The tribal leaders, opposing the project, sent a letter to DOI Inspector General Lee Greenblatt. They asked him to investigate, saying that:
“In December, DOI forced Gov. Gretchen Whitmer to make a very difficult decision on a gaming matter that has been historically controversial.”
In their letter, they also argue that DOI’s approval was an attempt to harm Gov. Whitmer since she was a fierce opponent to Trump’s re-election campaign. The tribal leaders want Greenblatt to see if Trump’s administration urged DOI to sign off the project. The three tribal opponents to the Muskegon casino project ask Greenblatt to review whether the Trump administration urged the Interior to sign off on the Little River project.
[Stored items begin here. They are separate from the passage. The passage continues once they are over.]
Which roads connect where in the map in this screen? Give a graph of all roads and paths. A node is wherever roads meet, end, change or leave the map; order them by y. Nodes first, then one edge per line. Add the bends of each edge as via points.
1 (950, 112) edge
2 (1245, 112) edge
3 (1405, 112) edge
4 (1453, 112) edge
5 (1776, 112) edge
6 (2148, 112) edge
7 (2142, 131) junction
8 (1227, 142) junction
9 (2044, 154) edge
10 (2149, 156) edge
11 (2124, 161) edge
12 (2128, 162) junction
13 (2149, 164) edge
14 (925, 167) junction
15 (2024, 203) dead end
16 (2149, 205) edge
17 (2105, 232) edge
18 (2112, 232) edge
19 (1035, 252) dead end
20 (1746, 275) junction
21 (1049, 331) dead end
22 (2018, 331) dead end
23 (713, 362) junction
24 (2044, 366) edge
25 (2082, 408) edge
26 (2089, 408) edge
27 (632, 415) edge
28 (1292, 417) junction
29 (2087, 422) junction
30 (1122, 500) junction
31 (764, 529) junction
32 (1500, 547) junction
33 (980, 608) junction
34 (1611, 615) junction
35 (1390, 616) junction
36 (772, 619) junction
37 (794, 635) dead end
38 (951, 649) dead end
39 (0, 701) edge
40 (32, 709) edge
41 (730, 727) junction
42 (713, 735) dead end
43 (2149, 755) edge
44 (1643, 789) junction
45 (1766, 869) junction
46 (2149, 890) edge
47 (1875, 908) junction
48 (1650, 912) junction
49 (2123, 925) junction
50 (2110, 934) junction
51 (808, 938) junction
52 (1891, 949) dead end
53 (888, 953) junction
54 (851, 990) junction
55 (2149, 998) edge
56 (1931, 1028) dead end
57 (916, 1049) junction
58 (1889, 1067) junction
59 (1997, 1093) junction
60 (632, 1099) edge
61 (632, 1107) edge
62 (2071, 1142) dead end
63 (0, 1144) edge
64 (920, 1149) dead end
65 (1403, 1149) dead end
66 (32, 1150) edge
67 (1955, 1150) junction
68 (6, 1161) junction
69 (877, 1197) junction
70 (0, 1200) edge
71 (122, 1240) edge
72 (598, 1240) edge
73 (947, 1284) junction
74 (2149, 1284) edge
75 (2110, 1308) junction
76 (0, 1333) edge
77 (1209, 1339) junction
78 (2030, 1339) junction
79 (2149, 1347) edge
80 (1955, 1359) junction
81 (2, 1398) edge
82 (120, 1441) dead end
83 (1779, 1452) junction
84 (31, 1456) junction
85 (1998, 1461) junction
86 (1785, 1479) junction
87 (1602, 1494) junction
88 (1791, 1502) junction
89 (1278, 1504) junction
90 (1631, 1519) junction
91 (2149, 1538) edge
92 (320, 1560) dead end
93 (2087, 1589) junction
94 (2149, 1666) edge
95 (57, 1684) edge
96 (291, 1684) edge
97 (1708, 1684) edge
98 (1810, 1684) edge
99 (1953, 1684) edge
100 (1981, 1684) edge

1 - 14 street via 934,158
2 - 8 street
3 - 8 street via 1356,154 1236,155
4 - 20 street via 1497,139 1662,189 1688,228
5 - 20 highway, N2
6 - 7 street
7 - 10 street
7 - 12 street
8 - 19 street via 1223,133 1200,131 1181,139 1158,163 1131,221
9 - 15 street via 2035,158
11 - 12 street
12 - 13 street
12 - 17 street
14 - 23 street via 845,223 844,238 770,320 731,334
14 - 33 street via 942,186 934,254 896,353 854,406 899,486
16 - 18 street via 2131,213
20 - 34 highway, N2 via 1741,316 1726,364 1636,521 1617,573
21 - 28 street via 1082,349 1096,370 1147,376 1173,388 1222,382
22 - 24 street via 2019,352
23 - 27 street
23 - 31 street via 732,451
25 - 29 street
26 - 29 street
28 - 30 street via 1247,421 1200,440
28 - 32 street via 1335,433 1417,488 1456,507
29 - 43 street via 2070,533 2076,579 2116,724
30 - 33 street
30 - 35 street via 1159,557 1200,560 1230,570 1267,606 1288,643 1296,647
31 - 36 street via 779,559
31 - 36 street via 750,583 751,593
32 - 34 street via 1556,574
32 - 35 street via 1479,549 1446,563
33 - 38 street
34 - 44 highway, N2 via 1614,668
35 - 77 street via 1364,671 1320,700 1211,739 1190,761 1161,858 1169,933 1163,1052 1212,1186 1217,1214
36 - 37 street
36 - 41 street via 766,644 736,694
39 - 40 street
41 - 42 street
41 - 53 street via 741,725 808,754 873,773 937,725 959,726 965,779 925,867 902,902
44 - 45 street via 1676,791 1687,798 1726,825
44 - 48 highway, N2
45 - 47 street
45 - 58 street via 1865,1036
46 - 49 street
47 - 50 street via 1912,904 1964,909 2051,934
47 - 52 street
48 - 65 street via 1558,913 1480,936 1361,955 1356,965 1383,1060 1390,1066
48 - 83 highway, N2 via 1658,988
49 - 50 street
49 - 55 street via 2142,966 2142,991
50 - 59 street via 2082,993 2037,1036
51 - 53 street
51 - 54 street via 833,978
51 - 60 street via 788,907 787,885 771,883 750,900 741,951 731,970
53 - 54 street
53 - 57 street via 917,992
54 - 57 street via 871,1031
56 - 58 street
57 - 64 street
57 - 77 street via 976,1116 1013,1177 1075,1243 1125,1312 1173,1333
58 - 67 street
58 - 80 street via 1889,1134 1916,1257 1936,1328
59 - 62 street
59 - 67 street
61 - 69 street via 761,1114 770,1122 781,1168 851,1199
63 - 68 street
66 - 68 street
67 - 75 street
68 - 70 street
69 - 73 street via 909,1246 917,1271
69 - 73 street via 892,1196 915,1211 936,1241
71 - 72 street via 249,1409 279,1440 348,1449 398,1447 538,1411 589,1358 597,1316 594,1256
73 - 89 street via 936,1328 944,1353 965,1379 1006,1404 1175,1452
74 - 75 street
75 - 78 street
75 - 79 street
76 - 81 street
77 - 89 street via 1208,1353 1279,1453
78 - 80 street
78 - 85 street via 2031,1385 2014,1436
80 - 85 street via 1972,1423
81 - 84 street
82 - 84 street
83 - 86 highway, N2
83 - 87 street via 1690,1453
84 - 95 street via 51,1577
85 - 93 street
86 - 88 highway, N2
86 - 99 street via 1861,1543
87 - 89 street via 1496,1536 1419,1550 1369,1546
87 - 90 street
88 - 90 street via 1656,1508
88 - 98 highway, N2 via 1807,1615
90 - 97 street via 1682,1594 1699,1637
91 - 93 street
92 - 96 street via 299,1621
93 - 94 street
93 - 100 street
They claim that there was political influence over the decision.
The LRBOI wanted to build a casino resort in Muskegon Country, located on Lake Michigan, for over a decade. It acquired 86.5 acres of land in the area in 2015. Last December, DOI ruled that the land is sovereign Indian territory. Assistant Secretary of the DOI’s Bureau of Indian Affairs, Tara Sweeny, ruled that the tribe has an ancestral connection to Muskegon and said that it would be beneficial for the tribe’s community.
The DOI allowed LRBOI to conduct Class I and II gaming there. However, for slots and table games, it had to expand to a Class III compact, which Governor. Whitmer approved. Her office didn’t comment on the matter.
Tribal Gaming Vetoed by Maine Governor Mills
Hopes were high in Maine this week, even though a rumor that Gov. Janet Mills would not budge on a tribal gambling bill continued to swirl. And yes, Gov. Mills dashed all hopes on Wednesday when the governor vetoed a bill that would have allowed Native American tribes to launch casinos on their tribal lands along with other gambling businesses.
The bill, which made it out of the legislature, marked significant progress for legislators who have spent years debating on the issue, with Maine remaining strictly opposed to tribal gambling in the state. Yet, as it often happens, one last hurdle remained insurmountable, with the Governor expressing strong opposition.
“This bill provides no predictability or meaningful limitations on where tribal gaming may occur or on the size of each facility,” Mills said in her formal rebuke of the draft legislation. She elaborated that her decision was motivated by a lack of clarity or any specifics to the size of any tribal gambling operation.
Tribal leaders were naturally quick to act, putting forward a strong letter of disagreement and arguing that the Governor had only paid a “lip service” in relation to how prepared she was to engage on tribal issues.
“Governor Mills missed a great opportunity to catch up with the other states that work with the other 570 federally recognized tribes,” said Passamaquoddy Tribe chief Maggie Dana. Many joined her stance and argued that the tribes were only looking to be able to determine their communities’ futures and provide for themselves.
However, Mills responded that the two commercial casinos operating in the state did not gain favor with voters until a more detailed plan as to where they might appear was presented to state residents.
“Maine’s existing casinos were approved only when it was clearly understood where they would be located, what they would look like, and whether there was strong local support for them to open,” she concluded.
An air of disagreement came from Rep. Benjamin Collings, the bill’s sponsor, who argued that in creating the draft legislation, he and his fellow lawmakers drew examples from similar laws and regulations in states that already regulate their tribal gaming businesses successfully.
Tribes are even more neglected in Maine as voters have refused to support them in a referendum and open dedicated casinos, but they seemed fairly favorable towards the commercial casinos, which were also voted in and approved.